▸ **Task to carry out**: Transcribe, word for word, all of the entries below, and exclude any pictures from the copy.

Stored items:

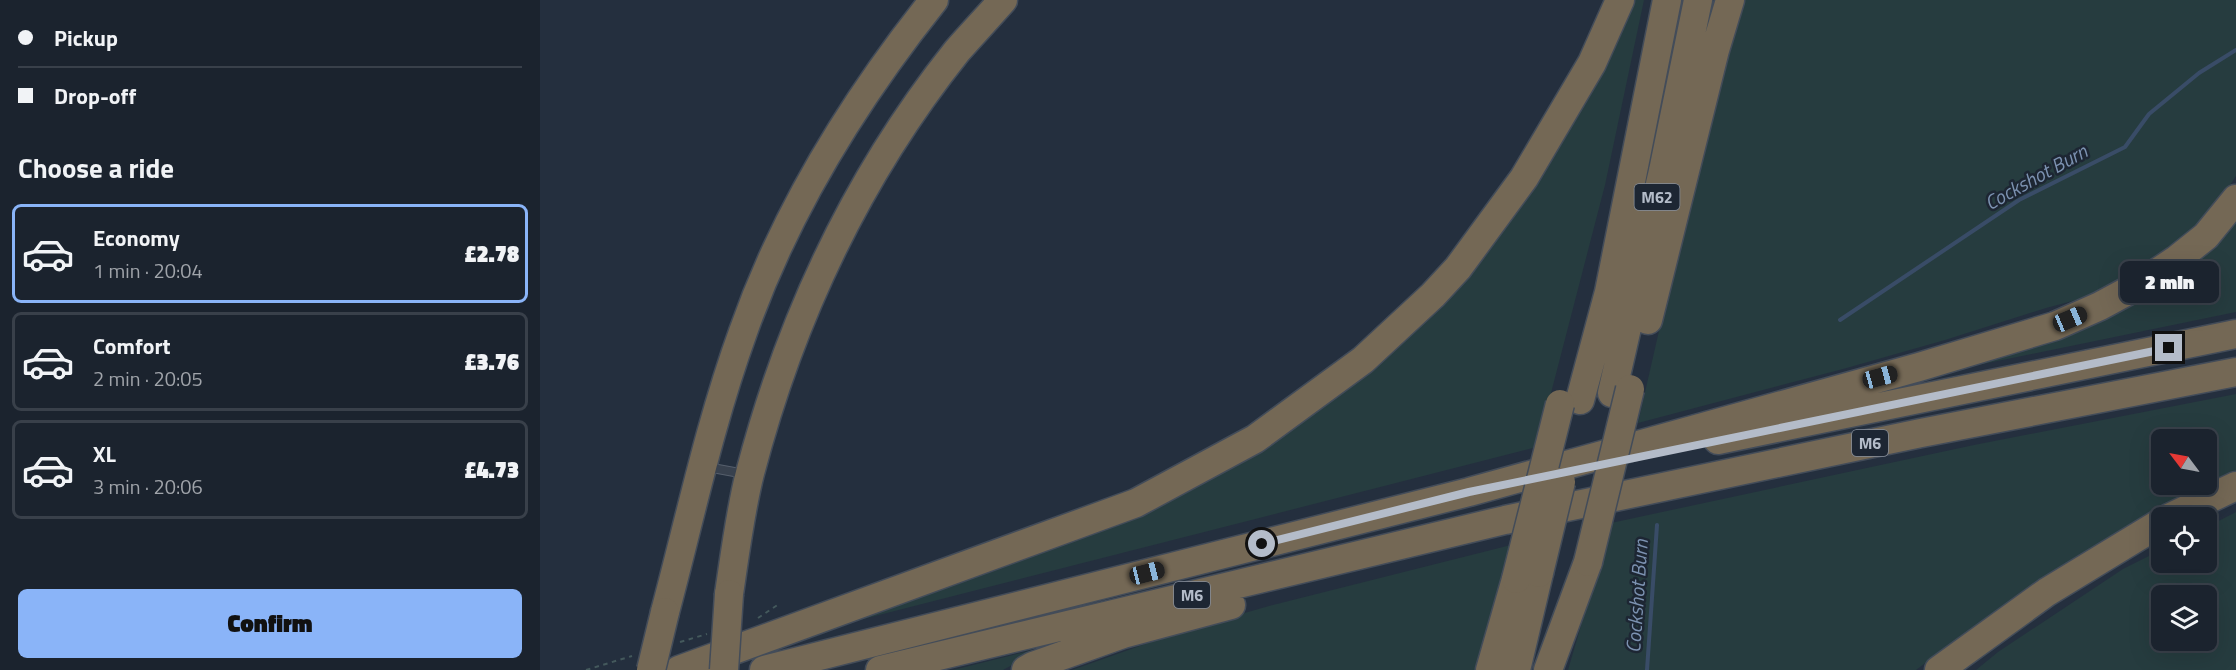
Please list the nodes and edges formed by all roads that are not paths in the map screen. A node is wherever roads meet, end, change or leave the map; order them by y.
1 (934, 0) edge
2 (1003, 0) edge
3 (1620, 0) edge
4 (1667, 0) edge
5 (1698, 0) edge
6 (1730, 0) edge
7 (2236, 199) edge
8 (2236, 334) edge
9 (2236, 372) edge
10 (1621, 391) junction
11 (703, 466) junction
12 (749, 475) junction
13 (2236, 486) edge
14 (1469, 492) junction
15 (2192, 507) edge
16 (1505, 520) junction
17 (2151, 529) edge
18 (1527, 576) junction
19 (679, 656) edge
20 (642, 663) edge
21 (724, 670) edge
22 (764, 670) edge
23 (880, 670) edge
24 (1026, 670) edge
25 (1490, 670) edge
26 (1516, 670) edge
27 (1547, 670) edge
28 (1939, 670) edge

1 - 11 highway
2 - 12 highway
3 - 19 highway
4 - 18 highway, M62, bridge
5 - 10 highway, M62
6 - 10 highway
7 - 14 highway
8 - 14 highway, M6
9 - 16 highway, M6
10 - 27 highway, M62
11 - 12 lane
11 - 20 highway, bridge
12 - 21 highway, bridge
13 - 15 highway
14 - 22 highway, M6
16 - 23 highway, M6
16 - 24 highway
17 - 28 highway
18 - 25 highway
18 - 26 highway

▸ **Solved problem**:
Please list the nodes and edges formed by all roads that are not paths in the map screen. A node is wherever roads meet, end, change or leave the map; order them by y.
1 (934, 0) edge
2 (1003, 0) edge
3 (1620, 0) edge
4 (1667, 0) edge
5 (1698, 0) edge
6 (1730, 0) edge
7 (2236, 199) edge
8 (2236, 334) edge
9 (2236, 372) edge
10 (1621, 391) junction
11 (703, 466) junction
12 (749, 475) junction
13 (2236, 486) edge
14 (1469, 492) junction
15 (2192, 507) edge
16 (1505, 520) junction
17 (2151, 529) edge
18 (1527, 576) junction
19 (679, 656) edge
20 (642, 663) edge
21 (724, 670) edge
22 (764, 670) edge
23 (880, 670) edge
24 (1026, 670) edge
25 (1490, 670) edge
26 (1516, 670) edge
27 (1547, 670) edge
28 (1939, 670) edge

1 - 11 highway
2 - 12 highway
3 - 19 highway
4 - 18 highway, M62, bridge
5 - 10 highway, M62
6 - 10 highway
7 - 14 highway
8 - 14 highway, M6
9 - 16 highway, M6
10 - 27 highway, M62
11 - 12 lane
11 - 20 highway, bridge
12 - 21 highway, bridge
13 - 15 highway
14 - 22 highway, M6
16 - 23 highway, M6
16 - 24 highway
17 - 28 highway
18 - 25 highway
18 - 26 highway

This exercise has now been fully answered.